Véritable lieu de passage aux portes du centre-ville, la Vallée-du-Tir a constitué un point sensible lors des violences qui ont suivi le 13 mai 2024. Les raisons de cette flambée apparaissent plus sociales que politiques.
« Ce quartier, qui préserve l’identité calédonienne, s’offre à la mixité sociale où le destin commun se forge chaque jour à la lumière de son histoire et de sa culture. » La mairie de Nouméa décrit ainsi cette zone urbaine dans son « Parcours de la Vallée-du-Tir », publié en 2019. Une vision tenace dans l’imaginaire calédonien.

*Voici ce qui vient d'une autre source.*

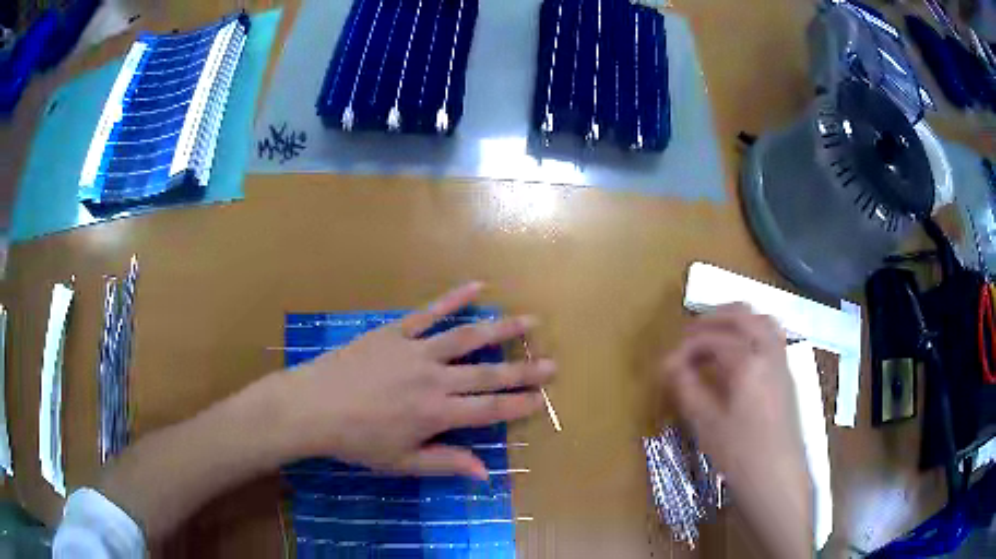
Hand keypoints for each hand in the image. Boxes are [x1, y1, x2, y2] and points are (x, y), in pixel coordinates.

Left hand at [279, 282, 554, 478]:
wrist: (312, 407)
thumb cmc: (356, 441)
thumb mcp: (401, 462)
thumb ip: (445, 463)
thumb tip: (486, 472)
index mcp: (436, 414)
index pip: (489, 409)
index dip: (518, 404)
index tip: (542, 399)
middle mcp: (434, 379)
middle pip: (488, 373)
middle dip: (523, 369)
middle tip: (552, 363)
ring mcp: (415, 350)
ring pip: (467, 337)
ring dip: (501, 328)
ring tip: (529, 320)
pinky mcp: (395, 331)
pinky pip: (429, 312)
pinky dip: (454, 298)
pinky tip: (477, 285)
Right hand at [659, 304, 811, 557]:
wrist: (777, 477)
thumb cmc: (740, 454)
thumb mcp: (706, 423)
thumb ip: (687, 387)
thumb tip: (668, 364)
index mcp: (748, 362)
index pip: (712, 338)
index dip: (686, 346)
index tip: (667, 363)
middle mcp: (768, 351)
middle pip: (741, 314)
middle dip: (712, 318)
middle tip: (688, 335)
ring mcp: (782, 361)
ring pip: (761, 320)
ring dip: (736, 320)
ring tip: (714, 336)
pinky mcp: (787, 374)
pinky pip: (772, 335)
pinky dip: (752, 331)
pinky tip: (739, 355)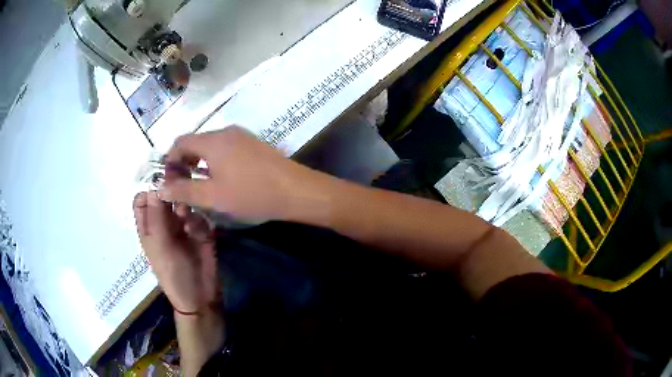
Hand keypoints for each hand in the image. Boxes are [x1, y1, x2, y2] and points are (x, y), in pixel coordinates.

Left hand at [133, 191, 219, 312]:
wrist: (200, 295)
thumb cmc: (172, 273)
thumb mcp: (160, 245)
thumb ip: (156, 215)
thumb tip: (154, 184)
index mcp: (148, 227)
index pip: (143, 199)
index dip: (149, 189)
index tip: (160, 183)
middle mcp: (164, 222)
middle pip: (164, 196)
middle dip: (171, 191)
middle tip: (179, 185)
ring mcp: (183, 225)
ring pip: (182, 202)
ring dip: (184, 206)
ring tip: (185, 217)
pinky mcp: (200, 230)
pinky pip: (198, 215)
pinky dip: (196, 220)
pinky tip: (196, 232)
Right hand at [158, 126, 320, 222]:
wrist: (295, 191)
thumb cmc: (251, 194)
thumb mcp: (213, 196)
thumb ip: (184, 190)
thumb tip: (161, 188)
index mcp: (212, 140)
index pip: (180, 142)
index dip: (170, 161)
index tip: (171, 182)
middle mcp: (225, 132)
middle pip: (194, 143)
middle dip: (184, 164)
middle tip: (184, 188)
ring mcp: (241, 136)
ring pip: (210, 147)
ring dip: (200, 164)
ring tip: (201, 187)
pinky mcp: (253, 144)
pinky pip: (225, 149)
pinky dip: (215, 162)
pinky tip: (222, 181)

Cette vision idyllique des lieux a été écornée suite aux violences de mai 2024, notamment après l’incendie de commerces de proximité et d’habitations de particuliers. Bien que la zone figure régulièrement dans les chroniques de faits divers, l’intensité des exactions a surpris.
UNE BOMBE SOCIALE
« En mai 2024, nous avons été confrontés à la conjugaison de plusieurs phénomènes. L’erreur est de vouloir absolument établir une causalité uniquement à partir de données politiques, estime l’anthropologue Patrice Godin. Les gens avaient des revendications politiques, mais aussi un fort sentiment d’exclusion, de ne pas être entendus, d’être laissés pour compte. Ce sont des gens qui connaissent de nombreux problèmes de logement, de vie chère, de chômage, de sous-formation… », ajoute ce membre du collectif Pays pour le dialogue, qui a recueilli les témoignages des habitants.

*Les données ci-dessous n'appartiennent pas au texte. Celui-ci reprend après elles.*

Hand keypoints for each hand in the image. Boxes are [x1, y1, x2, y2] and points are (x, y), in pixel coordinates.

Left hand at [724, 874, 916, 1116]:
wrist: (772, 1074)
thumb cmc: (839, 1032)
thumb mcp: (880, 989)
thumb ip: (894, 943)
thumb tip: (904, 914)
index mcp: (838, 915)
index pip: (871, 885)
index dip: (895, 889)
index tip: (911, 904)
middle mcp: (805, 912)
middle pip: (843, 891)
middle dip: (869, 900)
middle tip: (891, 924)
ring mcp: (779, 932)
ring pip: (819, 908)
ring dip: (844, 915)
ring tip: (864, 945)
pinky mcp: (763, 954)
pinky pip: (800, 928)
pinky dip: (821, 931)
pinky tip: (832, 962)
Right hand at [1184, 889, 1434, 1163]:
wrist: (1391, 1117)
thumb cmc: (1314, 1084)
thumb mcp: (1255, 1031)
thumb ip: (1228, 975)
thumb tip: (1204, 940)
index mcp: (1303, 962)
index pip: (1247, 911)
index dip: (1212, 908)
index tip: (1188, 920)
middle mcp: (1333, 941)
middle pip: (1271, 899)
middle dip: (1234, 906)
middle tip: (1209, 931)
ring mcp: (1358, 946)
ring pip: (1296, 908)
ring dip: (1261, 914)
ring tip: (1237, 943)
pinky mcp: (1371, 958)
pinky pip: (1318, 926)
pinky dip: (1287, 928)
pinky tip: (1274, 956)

Une bombe sociale dénoncée et documentée depuis longtemps. Dès 2008, l’Institut d’émission d’outre-mer soulignait, dans son rapport intitulé « L’habitat et le développement urbain dans le Grand Nouméa », la forte insalubrité de plusieurs zones de la ville, dont « le quartier du centre-ville (4,2 % des logements très insalubres) avec notamment la Vallée-du-Génie, le Quartier-Latin et la Vallée-du-Tir ». En 2022, dans son « Analyse des besoins sociaux, Nouméa portrait social », le bureau d’études Compas renseigne les nombreuses disparités d’un quartier à l’autre. Entre autres, il souligne que « les quartiers Vallée-du-Tir-Doniambo- Montagne coupée, Tindu-Numbo-Koumourou, Montravel, Ducos et Ducos-zone industrielle comptent entre 42 et 44 % de jeunes ni en emploi, ni en formation contre 26 % en moyenne communale. »

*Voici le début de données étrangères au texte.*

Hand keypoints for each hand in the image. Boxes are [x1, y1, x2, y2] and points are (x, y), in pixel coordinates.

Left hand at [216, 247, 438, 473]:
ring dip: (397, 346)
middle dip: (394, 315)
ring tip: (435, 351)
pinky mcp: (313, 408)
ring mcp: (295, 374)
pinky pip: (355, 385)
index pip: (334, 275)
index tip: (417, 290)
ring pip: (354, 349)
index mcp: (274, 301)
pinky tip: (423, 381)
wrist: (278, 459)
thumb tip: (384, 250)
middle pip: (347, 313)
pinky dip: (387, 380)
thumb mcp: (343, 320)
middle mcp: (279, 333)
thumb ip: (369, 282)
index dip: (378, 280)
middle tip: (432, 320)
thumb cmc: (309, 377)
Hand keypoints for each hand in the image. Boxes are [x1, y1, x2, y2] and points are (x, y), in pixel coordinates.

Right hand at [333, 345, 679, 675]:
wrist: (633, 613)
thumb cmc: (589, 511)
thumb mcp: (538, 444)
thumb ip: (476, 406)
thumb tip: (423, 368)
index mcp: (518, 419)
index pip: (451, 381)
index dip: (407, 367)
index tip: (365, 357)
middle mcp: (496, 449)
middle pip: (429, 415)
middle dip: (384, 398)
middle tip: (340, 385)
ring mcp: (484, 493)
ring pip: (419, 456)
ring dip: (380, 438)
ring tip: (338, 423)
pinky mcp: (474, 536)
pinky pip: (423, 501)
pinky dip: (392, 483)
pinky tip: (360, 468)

« Quand tout d’un coup plusieurs facteurs s’empilent ‒ les conflits politiques, les problèmes sociaux et économiques ‒, cela crée des situations auxquelles nous avons été confrontés », observe l’anthropologue.
VIVRE ENSEMBLE ?
Après l’incendie des premières maisons, l’heure était à la sidération. Traumatisée par les menaces, les insultes racistes et les caillassages, une habitante interrogée par DNC en juin 2024 témoignait : « Je suis Calédonienne, j’habite ici depuis 30 ans, et je subis ça de la part de gens à qui je dis bonjour d’habitude ».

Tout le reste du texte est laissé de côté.